И меня действительно никто не бьет и не режет. Только его превосходительство изредка назовет «размазней» или «мямлей», и то единственно по чувствам отеческого участия к моей служебной карьере. Когда дело зайдет уже слишком далеко, когда я начинаю чересчур «мямлить», его превосходительство призывает меня к себе.
— Ты, любезный друг, не преповедуй, — говорит он мне таким голосом, который тщетно усиливается сделать строгим, — это, братец, безнравственно, потому что тебя, чиновника, ставит в какие-то панибратские отношения с какою-нибудь канальей — фи!.. А ты проникнись, ты исполни все, что нужно по форме — ну, и жамкни его, чтоб не забывал он, что между ним и тобою общего только одна случайность, что он каналья, а ты чиновник…

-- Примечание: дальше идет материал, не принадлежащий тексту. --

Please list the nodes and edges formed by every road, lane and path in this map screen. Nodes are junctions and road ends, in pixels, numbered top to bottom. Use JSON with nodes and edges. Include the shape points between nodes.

— Слушаю-с, — отвечаю я обыкновенно на такое отеческое наставление, и все-таки не могу отстать от несчастной привычки симпатизировать…
Иногда эта добродетельная наклонность вознаграждается самым обидным образом. Трудишься-трудишься иной раз, выбиваешься из сил, симпатизируя и стараясь что-нибудь выведать из преступника — разумеется, pour son propre bien[180], — и достигнешь только того, что обвиняемый, не без горькой иронии, к тебе же обращается с следующими простыми словами: — Да что ж ты не бьешь меня, ваше благородие?.. а ты бей!.. може, и скажу что-нибудь…

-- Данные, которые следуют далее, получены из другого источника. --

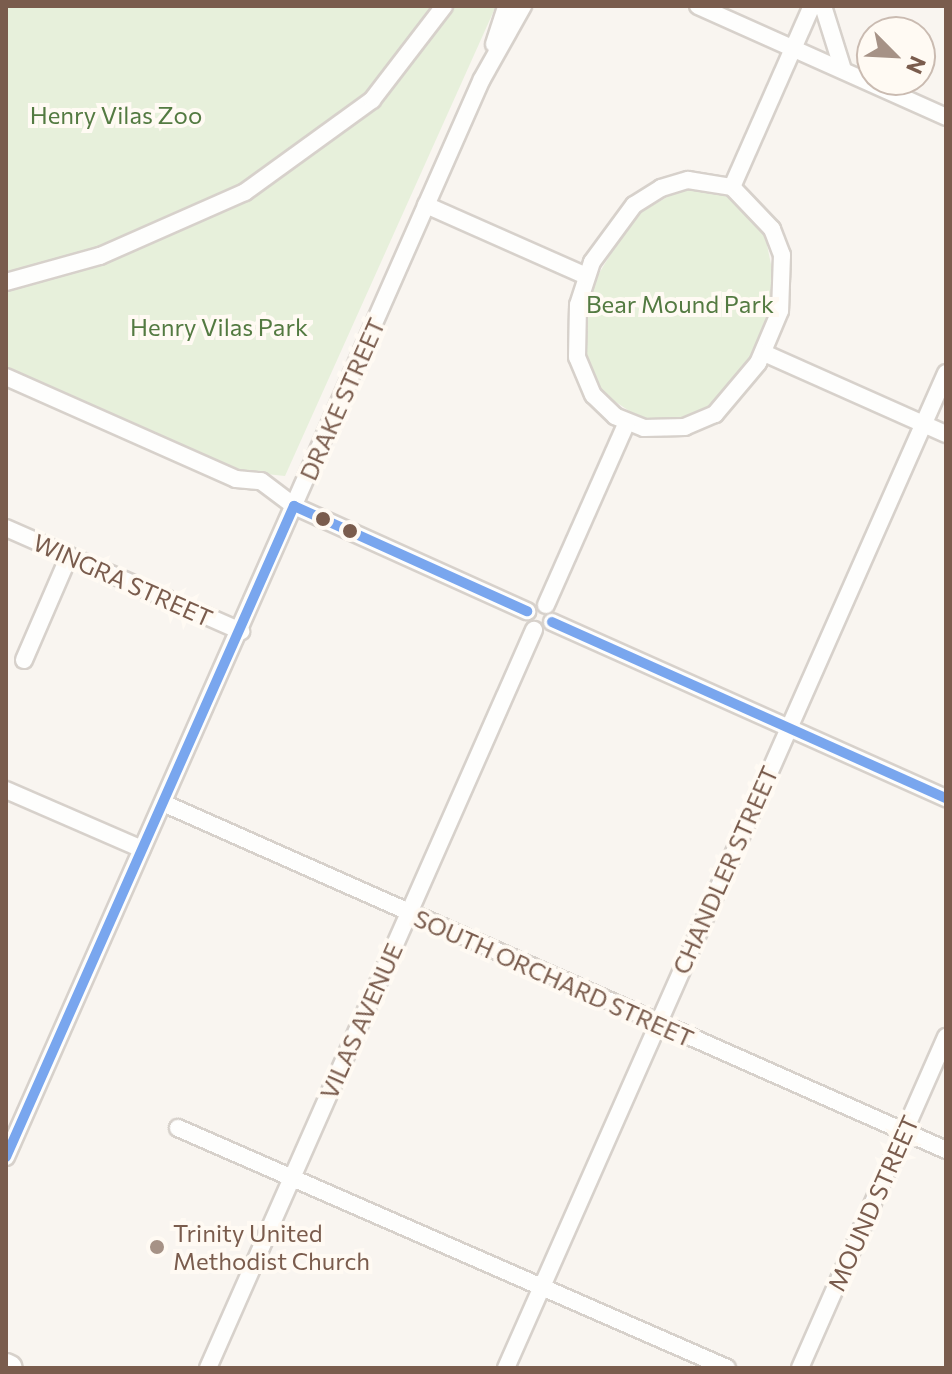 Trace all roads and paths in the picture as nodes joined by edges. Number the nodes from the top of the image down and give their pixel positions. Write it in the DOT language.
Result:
graph roads {
  1 [pos="444,6"];
  2 [pos="506,6"];
  3 [pos="523,6"];
  4 [pos="698,6"];
  5 [pos="812,6"];
  6 [pos="823,6"];
  7 [pos="793,48"];
  8 [pos="843,70"];
  9 [pos="482,79"];
  10 [pos="946,117"];
  11 [pos="732,187"];
  12 [pos="426,205"];
  13 [pos="586,276"];
  14 [pos="6,282"];
  15 [pos="764,353"];
  16 [pos="946,373"];
  17 [pos="6,377"];
  18 [pos="627,422"];
  19 [pos="923,424"];
  20 [pos="946,434"];
  21 [pos="294,506"];
  22 [pos="6,528"];
  23 [pos="69,556"];
  24 [pos="546,605"];
  25 [pos="527,611"];
  26 [pos="552,622"];
  27 [pos="534,630"];
  28 [pos="241,631"];
  29 [pos="24,660"];
  30 [pos="787,729"];
  31 [pos="6,790"];
  32 [pos="946,798"];
  33 [pos="163,803"];
  34 [pos="142,849"];
  35 [pos="408,914"];
  36 [pos="657,1024"];
  37 [pos="946,1037"];
  38 [pos="178,1128"];
  39 [pos="905,1131"];
  40 [pos="946,1150"];
  41 [pos="6,1157"];
  42 [pos="293,1177"];
  43 [pos="542,1287"];
  44 [pos="208,1368"];
  45 [pos="506,1368"];
  46 [pos="727,1368"];
  47 [pos="800,1368"];
  1 -- 14 [label="street"];
  2 -- 9 [label="street, DRAKE STREET"];
  3 -- 9 [label="street, DRAKE STREET"];
  4 -- 7 [label="street"];
  5 -- 7 [label="street"];
  6 -- 8 [label="street"];
  7 -- 8 [label="street"];
  7 -- 11 [label="street"];
  8 -- 10 [label="street"];
  9 -- 12 [label="street, DRAKE STREET"];
  11 -- 13 [label="street"];
  11 -- 15 [label="street"];
  12 -- 13 [label="street"];
  12 -- 21 [label="street, DRAKE STREET"];
  13 -- 18 [label="street"];
  15 -- 18 [label="street"];
  15 -- 19 [label="street"];
  16 -- 19 [label="street, CHANDLER STREET"];
  17 -- 21 [label="street"];
  18 -- 24 [label="street"];
  19 -- 20 [label="street"];
  19 -- 30 [label="street, CHANDLER STREET"];
  21 -- 25 [label="street"];
  21 -- 28 [label="street, DRAKE STREET"];
  22 -- 23 [label="street, WINGRA STREET"];
  23 -- 28 [label="street, WINGRA STREET"];
  23 -- 29 [label="street"];
  24 -- 25 [label="street"];
  24 -- 26 [label="street"];
  25 -- 27 [label="street"];
  26 -- 27 [label="street"];
  26 -- 30 [label="street"];
  27 -- 35 [label="street, VILAS AVENUE"];
  28 -- 33 [label="street, DRAKE STREET"];
  30 -- 32 [label="street"];
  30 -- 36 [label="street, CHANDLER STREET"];
  31 -- 34 [label="street"];
  33 -- 34 [label="street, DRAKE STREET"];
  33 -- 35 [label="street, SOUTH ORCHARD STREET"];
  34 -- 41 [label="street, DRAKE STREET"];
  35 -- 36 [label="street, SOUTH ORCHARD STREET"];
  35 -- 42 [label="street, VILAS AVENUE"];
  36 -- 39 [label="street, SOUTH ORCHARD STREET"];
  36 -- 43 [label="street, CHANDLER STREET"];
  37 -- 39 [label="street, MOUND STREET"];
  38 -- 42 [label="street"];
  39 -- 40 [label="street, SOUTH ORCHARD STREET"];
  39 -- 47 [label="street, MOUND STREET"];
  42 -- 43 [label="street"];
  42 -- 44 [label="street, VILAS AVENUE"];
  43 -- 45 [label="street, CHANDLER STREET"];
  43 -- 46 [label="street"];
}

Признаюсь откровенно, слова эти всегда производили на меня действие обуха, внезапно и со всею силой упавшего на мою голову. Я чувствую во всем моем существе какое-то страшное озлобление против преступника, я начинаю сознавать, что вот-вот наступает минута, когда эмпирик возьмет верх над идеалистом, и пойдут в дело кулаки, сии истинные и нелицемерные помощники во всех случаях, касающихся человеческого сердца. И много мне нужно бывает силы воли, чтобы держать руки по швам.

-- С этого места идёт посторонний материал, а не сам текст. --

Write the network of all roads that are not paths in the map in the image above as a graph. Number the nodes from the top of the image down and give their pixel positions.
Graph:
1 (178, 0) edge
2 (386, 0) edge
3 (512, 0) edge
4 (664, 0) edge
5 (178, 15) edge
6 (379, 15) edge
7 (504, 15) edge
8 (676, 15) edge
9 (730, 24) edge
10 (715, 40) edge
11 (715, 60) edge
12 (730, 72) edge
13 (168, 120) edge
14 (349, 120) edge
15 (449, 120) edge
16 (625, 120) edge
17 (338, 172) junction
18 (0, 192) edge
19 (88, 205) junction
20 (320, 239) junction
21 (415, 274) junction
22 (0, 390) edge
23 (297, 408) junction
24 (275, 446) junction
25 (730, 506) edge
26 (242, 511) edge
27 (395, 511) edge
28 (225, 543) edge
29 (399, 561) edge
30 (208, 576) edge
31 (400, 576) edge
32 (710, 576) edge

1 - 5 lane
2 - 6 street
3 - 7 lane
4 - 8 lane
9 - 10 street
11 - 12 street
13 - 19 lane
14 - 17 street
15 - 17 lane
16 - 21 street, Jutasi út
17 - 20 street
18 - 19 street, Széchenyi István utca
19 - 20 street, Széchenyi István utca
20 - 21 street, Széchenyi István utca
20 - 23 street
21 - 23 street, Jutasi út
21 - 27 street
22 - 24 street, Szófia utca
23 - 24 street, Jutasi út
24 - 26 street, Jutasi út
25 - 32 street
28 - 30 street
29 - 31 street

С другой стороны, случалось мне нередко достигать и таких результатов, что, разговаривая и убеждая, зарапортуешься до того, что начнешь уверять обвиненного, что я тут ничего, что я тут так, что я совсем не виноват в том, что мне, а не другому поручили следствие, что я, собственно говоря, его друг, а не гонитель, что если… и остановишься только в то время, когда увидишь вытаращенные на тебя глаза преступника, нисколько не сомневающегося, что следователь или хитрейшая бестия в подлунной, или окончательно спятил с ума.
Все это я счел долгом доложить вам, благосклонный читатель, затем, чтобы показать, как трудно и щекотливо бывает положение следователя, а отчасти и затем, чтобы вы могли видеть, какой я милый молодой человек. А затем приступаю к самому рассказу.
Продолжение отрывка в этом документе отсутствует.